I started to talk to this girl that I met at the strip club. She’s a stripper and we understand each other because we have had similar situations. Been through the same stuff I know her real name and I have her real number and I know things about her and her life that people don’t just give out. But because of her profession which by the way I respect, given her circumstances she has a kid and all and you gotta do what you gotta do well anyway her profession makes me feel like she could be playing me but I recently figured out she wasn’t playing me because she kept trying to get me to come through to see her because it was a slow night and everything I told her I was low on cash since I just started a new job and I won’t get paid for 2 weeks and she asked again and I told her that I was really was hoping I was wrong and I accused her of playing me but I was wrong and now she won’t talk to me and she was so perfect… Pretty smart funny fun to hang out with great body perfect smile and I lost her and now I am completely suicidal just like I was the weeks before I met her I just want to die so bad I’ve had a bad year of getting my heart broken time and time again I can’t take another one you know? I fell in love with this girl and I screwed it up like I did with so many others. FUCK MAN! Why can’t God just let me be happy
3 comments
We all make mistakes. She should forgive you. I always forgive others but … others didn’t forgive me at all. I know how it is to feel unforgiven..once they are gone they are gone. Maybe you should try to rreach her one more time?! I dunno
I concur with passion…you should’ve given it another shot. You’re not alone I made heaps of stupid mistakes with girls. I grew up with a lot of insecurity so I didn’t feel I was worthy of being loved and so I wouldn’t do the things that people do to get it. I’d make great impressions with very attractive girls but not get their numbers then kick myself for not doing so. I mean I did date, but I could’ve dated much more if I didn’t hate myself so much.

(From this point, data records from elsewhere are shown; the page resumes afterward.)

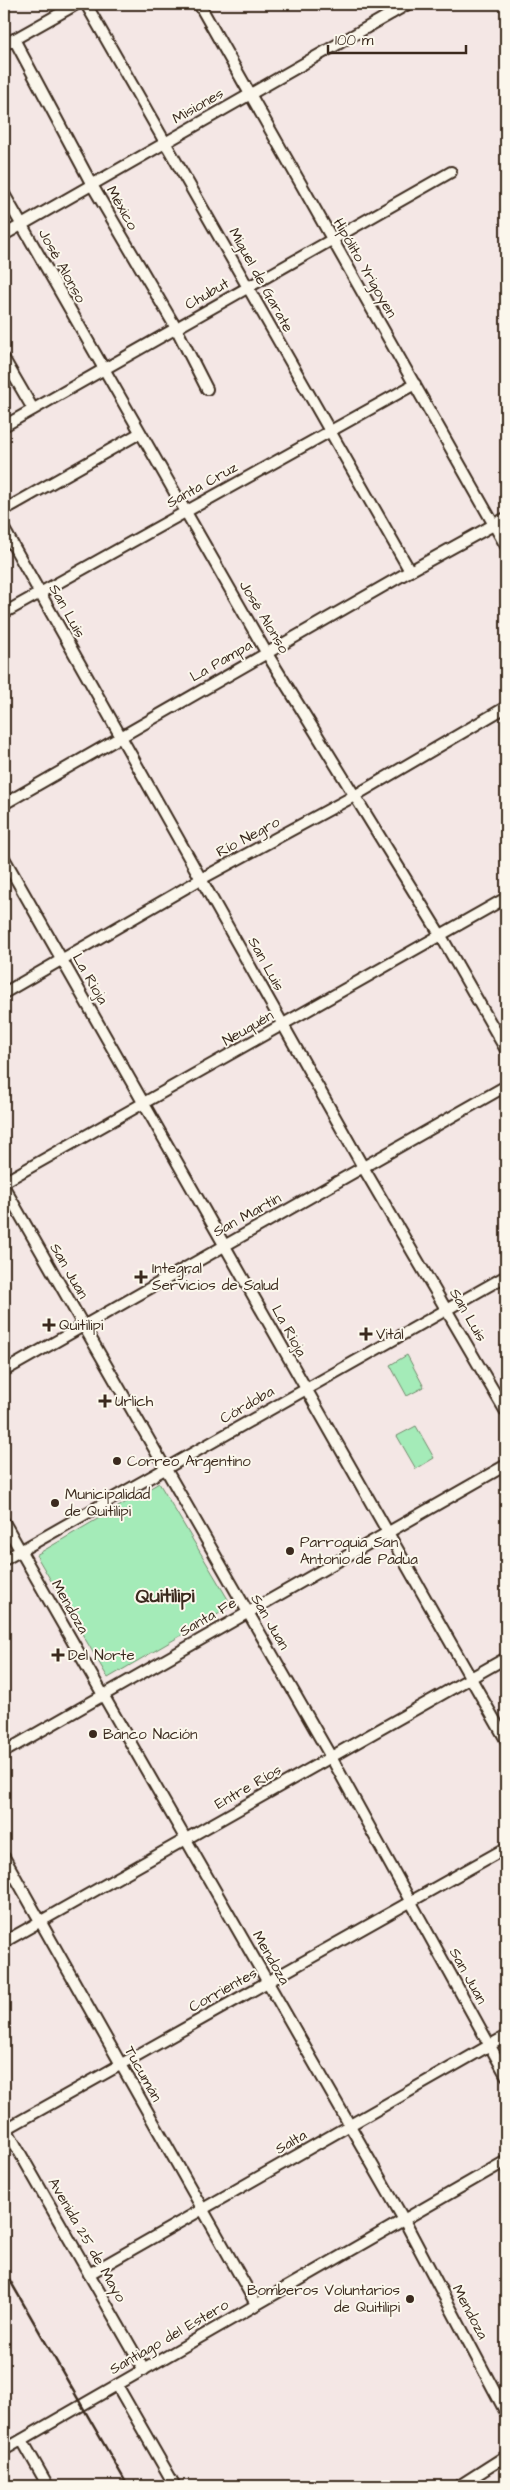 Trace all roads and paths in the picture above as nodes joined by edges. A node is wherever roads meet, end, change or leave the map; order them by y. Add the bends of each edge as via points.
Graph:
1 (76, 4) edge
2 (86, 4) edge
3 (199, 4) edge
4 (408, 4) edge
5 (390, 8) edge
6 (14, 39) junction
7 (4, 45) edge
8 (249, 94) junction
9 (167, 142) junction
10 (451, 172) dead end
11 (92, 185) junction
12 (4, 194) edge
13 (22, 225) junction
14 (4, 235) edge
15 (331, 240) junction
16 (248, 288) junction
17 (176, 328) junction
18 (4, 359) edge
19 (103, 370) junction
20 (415, 384) junction
21 (207, 389) dead end
22 (33, 410) junction
23 (4, 426) edge
24 (330, 432) junction
25 (140, 433) junction
26 (4, 510) edge
27 (185, 512) junction
28 (506, 518) edge
29 (495, 525) junction
30 (4, 529) edge
31 (506, 546) edge
32 (410, 571) junction
33 (40, 592) junction
34 (4, 613) edge
35 (266, 652) junction
36 (506, 707) edge
37 (121, 736) junction
38 (356, 795) junction
39 (4, 804) edge
40 (4, 858) edge
41 (201, 879) junction
42 (506, 898) edge
43 (441, 936) junction
44 (62, 960) junction
45 (4, 993) edge
46 (283, 1024) junction
47 (506, 1050) edge
48 (506, 1086) edge
49 (144, 1105) junction
50 (363, 1167) junction
51 (4, 1182) edge
52 (4, 1187) edge
53 (224, 1245) junction
54 (506, 1276) edge
55 (448, 1310) junction
56 (83, 1327) junction
57 (4, 1370) edge
58 (305, 1389) junction
59 (506, 1412) edge
60 (506, 1465) edge
61 (165, 1469) junction
62 (4, 1522) edge
63 (386, 1533) junction
64 (20, 1551) junction
65 (4, 1560) edge
66 (247, 1612) junction
67 (506, 1658) edge
68 (471, 1678) junction
69 (103, 1695) junction
70 (506, 1740) edge
71 (4, 1752) edge
72 (331, 1757) junction
73 (186, 1839) junction
74 (506, 1848) edge
75 (4, 1858) edge
76 (410, 1901) junction
77 (40, 1922) junction
78 (4, 1942) edge
79 (268, 1982) junction
80 (506, 2036) edge
81 (489, 2046) junction
82 (121, 2065) junction
83 (506, 2075) edge
84 (350, 2126) junction
85 (5, 2127) edge
86 (506, 2161) edge
87 (203, 2210) junction
88 (404, 2220) junction
89 (89, 2274) junction
90 (256, 2304) junction
91 (144, 2370) junction
92 (117, 2384) junction
93 (506, 2413) edge
94 (22, 2440) junction
95 (4, 2450) edge
96 (506, 2456) edge
97 (48, 2486) edge
98 (175, 2486) edge
99 (459, 2486) edge

1 - 6 street
2 - 9 street, Miguel de Garate
3 - 8 street, Hipólito Yrigoyen
4 - 5 street, Misiones
5 - 8 street, Misiones
6 - 7 street
6 - 11 street, México
8 - 9 street, Misiones
8 - 15 street, Hipólito Yrigoyen
9 - 11 street, Misiones
9 - 16 street, Miguel de Garate
10 - 15 street, Chubut
11 - 13 street, Misiones
11 - 17 street, México
12 - 13 street, José Alonso
13 - 14 street, Misiones
13 - 19 street, José Alonso
15 - 16 street, Chubut
15 - 20 street, Hipólito Yrigoyen
16 - 17 street, Chubut
16 - 24 street, Miguel de Garate
17 - 19 street, Chubut
17 - 21 street, México
18 - 22 street
19 - 22 street, Chubut
19 - 25 street, José Alonso
20 - 24 street, Santa Cruz
20 - 29 street, Hipólito Yrigoyen
22 - 23 street, Chubut
24 - 27 street, Santa Cruz
24 - 32 street, Miguel de Garate
25 - 26 street
25 - 27 street, José Alonso
27 - 33 street, Santa Cruz
27 - 35 street, José Alonso
28 - 29 street, La Pampa
29 - 31 street, Hipólito Yrigoyen
29 - 32 street, La Pampa
30 - 33 street, San Luis
32 - 35 street, La Pampa
33 - 34 street, Santa Cruz
33 - 37 street, San Luis
35 - 37 street, La Pampa
35 - 38 street, José Alonso
36 - 38 street, Río Negro
37 - 39 street, La Pampa
37 - 41 street, San Luis
38 - 41 street, Río Negro
38 - 43 street, José Alonso
40 - 44 street, La Rioja
41 - 44 street, Río Negro
41 - 46 street, San Luis
42 - 43 street, Neuquén
43 - 46 street, Neuquén
43 - 47 street, José Alonso
44 - 45 street, Río Negro
44 - 49 street, La Rioja
46 - 49 street, Neuquén
46 - 50 street, San Luis
48 - 50 street, San Martín
49 - 51 street, Neuquén
49 - 53 street, La Rioja
50 - 53 street, San Martín
50 - 55 street, San Luis
52 - 56 street, San Juan
53 - 56 street, San Martín
53 - 58 street, La Rioja
54 - 55 street, Córdoba
55 - 58 street, Córdoba
55 - 59 street, San Luis
56 - 57 street, San Martín
56 - 61 street, San Juan
58 - 61 street, Córdoba
58 - 63 street, La Rioja
60 - 63 street, Santa Fe
61 - 64 street, Córdoba
61 - 66 street, San Juan
62 - 64 street, Mendoza
63 - 66 street, Santa Fe
63 - 68 street, La Rioja
64 - 65 street, Córdoba
64 - 69 street, Mendoza
66 - 69 street, Santa Fe
66 - 72 street, San Juan
67 - 68 street, Entre Ríos
68 - 70 street, La Rioja
68 - 72 street, Entre Ríos
69 - 71 street, Santa Fe
69 - 73 street, Mendoza
72 - 73 street, Entre Ríos
72 - 76 street, San Juan
73 - 77 street, Entre Ríos
73 - 79 street, Mendoza
74 - 76 street, Corrientes
75 - 77 street, Tucumán
76 - 79 street, Corrientes
76 - 81 street, San Juan
77 - 78 street, Entre Ríos
77 - 82 street, Tucumán
79 - 82 street, Corrientes
79 - 84 street, Mendoza
80 - 81 street, Salta
81 - 83 street, San Juan
81 - 84 street, Salta
82 - 85 street, Corrientes
82 - 87 street, Tucumán
84 - 87 street, Salta
84 - 88 street, Mendoza
85 - 89 street, Avenida 25 de Mayo
86 - 88 street, Santiago del Estero
87 - 89 street, Salta
87 - 90 street, Tucumán
88 - 90 street, Santiago del Estero
88 - 93 street, Mendoza
89 - 91 street, Avenida 25 de Mayo
90 - 91 street, Santiago del Estero
91 - 92 street, Santiago del Estero
92 - 94 street, Santiago del Estero
92 - 98 street
94 - 95 street, Santiago del Estero
94 - 97 street
96 - 99 street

Maybe she was being genuine with you but girls in that environment are opportunists-so even if you dated her for a while, there’s a risk of her cheating on you because she’s a stripper. If you’re looking for a more serious relationship-find a girl in a job that’s not exposed to so many men.
I think you were right to be suspicious. I was a stripper for a bit, and I didn’t care about the guys I texted. I also didn’t give them my real name though. And I knew plenty of other girls that strung their men along just for the money, They had them so hooked. She should understand that you were just being careful. Hopefully she’ll give you another chance.